Но образ рассказчика не исчезает и дальше. Он, рассказчик, сопровождает изложение своими комментариями, как бы подставляя свое психологическое понимание на место психологии героев (он ведь и несет всю психологию в повести), например: «Большая беда! ей-богу, не заплачу от этого!» — отвечал Иван Никифорович. Лгал, лгал, ей-богу, лгал! Ему очень было досадно это». И далее рассказчик сохраняет свою пародийную (или травестийную) риторику; см., например, «риторическое» вступление к главе третьей: «Итак, два почтенные мужа, честь и украшение Миргорода, поссорились между собою! и за что?», и ниже: «… и эти два друга… Когда я услышал об этом, то меня как громом поразило! Я долго не хотел верить: боже праведный!» и т. д., или: «Настала ночь… О, если б я был живописец, я бы чудно изобразил всю прелесть ночи!» И еще демонстрация глупости и пошлости рассказчика, например: «Я, признаюсь, не понимаю, для чего это так устроено, что женщины хватают нас за нос так же ловко, как будто за ручку чайника? Или руки их так созданы, или носы наши ни на что более не годятся». И далее — узенький кругозор рассказчика: «Чудный город Миргород! Каких в нем нет строений! И под соломенною, и под очеретяною, даже под деревянною крышею. Направо улица, налево улица, везде прекрасный плетень…» и т. д. — даже воображение рассказчика, бесплодное от бескультурья, не может подсказать ему ничего более прекрасного и пышного, чем деревянная крыша (уже железной он никогда не видал) или плетни на улицах местечка, — и далее пародийное описание лужи (травести риторических пейзажей) вплоть до концовки его, комической в своей явной «перелицованности»: «Прекрасная лужа! Домы и домики, которые издали можно принять за копны сена, обступивши вокруг, дивятся красоте ее».
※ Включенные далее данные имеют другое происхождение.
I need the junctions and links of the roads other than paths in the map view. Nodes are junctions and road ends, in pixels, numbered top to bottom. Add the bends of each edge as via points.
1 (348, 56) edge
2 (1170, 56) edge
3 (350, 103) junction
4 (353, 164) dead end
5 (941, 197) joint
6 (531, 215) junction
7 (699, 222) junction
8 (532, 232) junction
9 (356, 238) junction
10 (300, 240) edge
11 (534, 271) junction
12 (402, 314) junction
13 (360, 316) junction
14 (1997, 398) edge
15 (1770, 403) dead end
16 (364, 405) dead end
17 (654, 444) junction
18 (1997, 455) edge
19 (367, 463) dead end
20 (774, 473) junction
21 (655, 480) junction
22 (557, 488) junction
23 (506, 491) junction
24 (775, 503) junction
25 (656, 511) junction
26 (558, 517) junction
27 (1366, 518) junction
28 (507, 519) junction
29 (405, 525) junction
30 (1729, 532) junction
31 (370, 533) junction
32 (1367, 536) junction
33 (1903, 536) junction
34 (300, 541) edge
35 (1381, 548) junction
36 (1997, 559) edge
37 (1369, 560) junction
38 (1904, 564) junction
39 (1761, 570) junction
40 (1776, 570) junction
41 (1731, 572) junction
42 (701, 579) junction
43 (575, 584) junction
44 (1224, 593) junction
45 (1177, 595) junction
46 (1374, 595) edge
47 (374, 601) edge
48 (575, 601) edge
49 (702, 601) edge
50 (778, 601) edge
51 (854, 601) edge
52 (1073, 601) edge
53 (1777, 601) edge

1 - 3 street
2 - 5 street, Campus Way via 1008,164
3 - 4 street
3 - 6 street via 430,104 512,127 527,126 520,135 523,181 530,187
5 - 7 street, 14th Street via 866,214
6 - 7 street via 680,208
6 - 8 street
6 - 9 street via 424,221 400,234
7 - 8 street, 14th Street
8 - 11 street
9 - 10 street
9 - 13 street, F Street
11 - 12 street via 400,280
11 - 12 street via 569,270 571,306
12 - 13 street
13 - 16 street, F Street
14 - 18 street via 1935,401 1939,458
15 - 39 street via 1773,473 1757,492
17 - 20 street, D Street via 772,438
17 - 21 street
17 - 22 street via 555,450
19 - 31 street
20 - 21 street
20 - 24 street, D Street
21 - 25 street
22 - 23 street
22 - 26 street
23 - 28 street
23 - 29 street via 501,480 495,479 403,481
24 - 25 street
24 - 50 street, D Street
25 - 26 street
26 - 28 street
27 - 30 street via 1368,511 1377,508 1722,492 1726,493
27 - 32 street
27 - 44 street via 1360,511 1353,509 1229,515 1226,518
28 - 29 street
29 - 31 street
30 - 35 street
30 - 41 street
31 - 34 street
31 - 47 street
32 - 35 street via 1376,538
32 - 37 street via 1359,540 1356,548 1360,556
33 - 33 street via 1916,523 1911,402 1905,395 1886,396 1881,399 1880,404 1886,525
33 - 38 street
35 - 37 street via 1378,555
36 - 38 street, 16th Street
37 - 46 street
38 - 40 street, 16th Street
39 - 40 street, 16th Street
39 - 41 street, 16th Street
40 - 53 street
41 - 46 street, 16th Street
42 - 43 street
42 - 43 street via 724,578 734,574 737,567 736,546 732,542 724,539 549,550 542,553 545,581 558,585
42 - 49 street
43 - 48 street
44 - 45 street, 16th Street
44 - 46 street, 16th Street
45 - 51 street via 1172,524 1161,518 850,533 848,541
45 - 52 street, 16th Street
Или опять — уже в конце повести: «Городничий давал ассамблею! Где возьму я кистей и красок, чтобы изобразить разнообразие съезда и великолепное пиршество?» и т. д. — и в конце опять: «В одно и то же время взглянул Иван Никифорович!.. Нет!.. не могу!.. Дайте мне другое перо! Перо мое вяло, мертво, с тонким расчепом для этой картины!..» и т. д. — с явным обнажением травестийности, с комической реализацией «высокой» метонимии «перо», — ибо оно не только метонимическое и как таковое «вяло» и «мертво», но и вполне реальное и «низменное» — с «тонким расчепом». И здесь Гоголь использует комические, травестийные стилистические ходы, широко распространенные в соответственной литературной традиции главным образом XVIII века. Но смысл этого у него, конечно, совсем другой.

Между тем есть в «сказе» повести о ссоре двух Иванов ноты, явно выпадающие из тона рассказчика-пошляка, рупора среды самих Иванов. Неужели же один и тот же человек говорит начальные слова повести — от «Славная бекеша у Ивана Ивановича!» до «та самая, что откусила ухо у заседателя», и произносит заключительный абзац той же повести, с его сумрачным пейзажем, с его слогом литературным и «интеллигентным», и с мыслью, отвергающей весь мирок миргородских пошляков, произносит вплоть до заключительного возгласа: «Опять то же поле, местами изрытое, черное, местами зеленеющее, мокрые галки и вороны, однообразный дождь, слезливое без просвету небо. — Скучно на этом свете, господа!» Есть очевидная разница в облике этого, явно положительного, лица, выражающего точку зрения настоящего автора, и рассказчика почти всей повести.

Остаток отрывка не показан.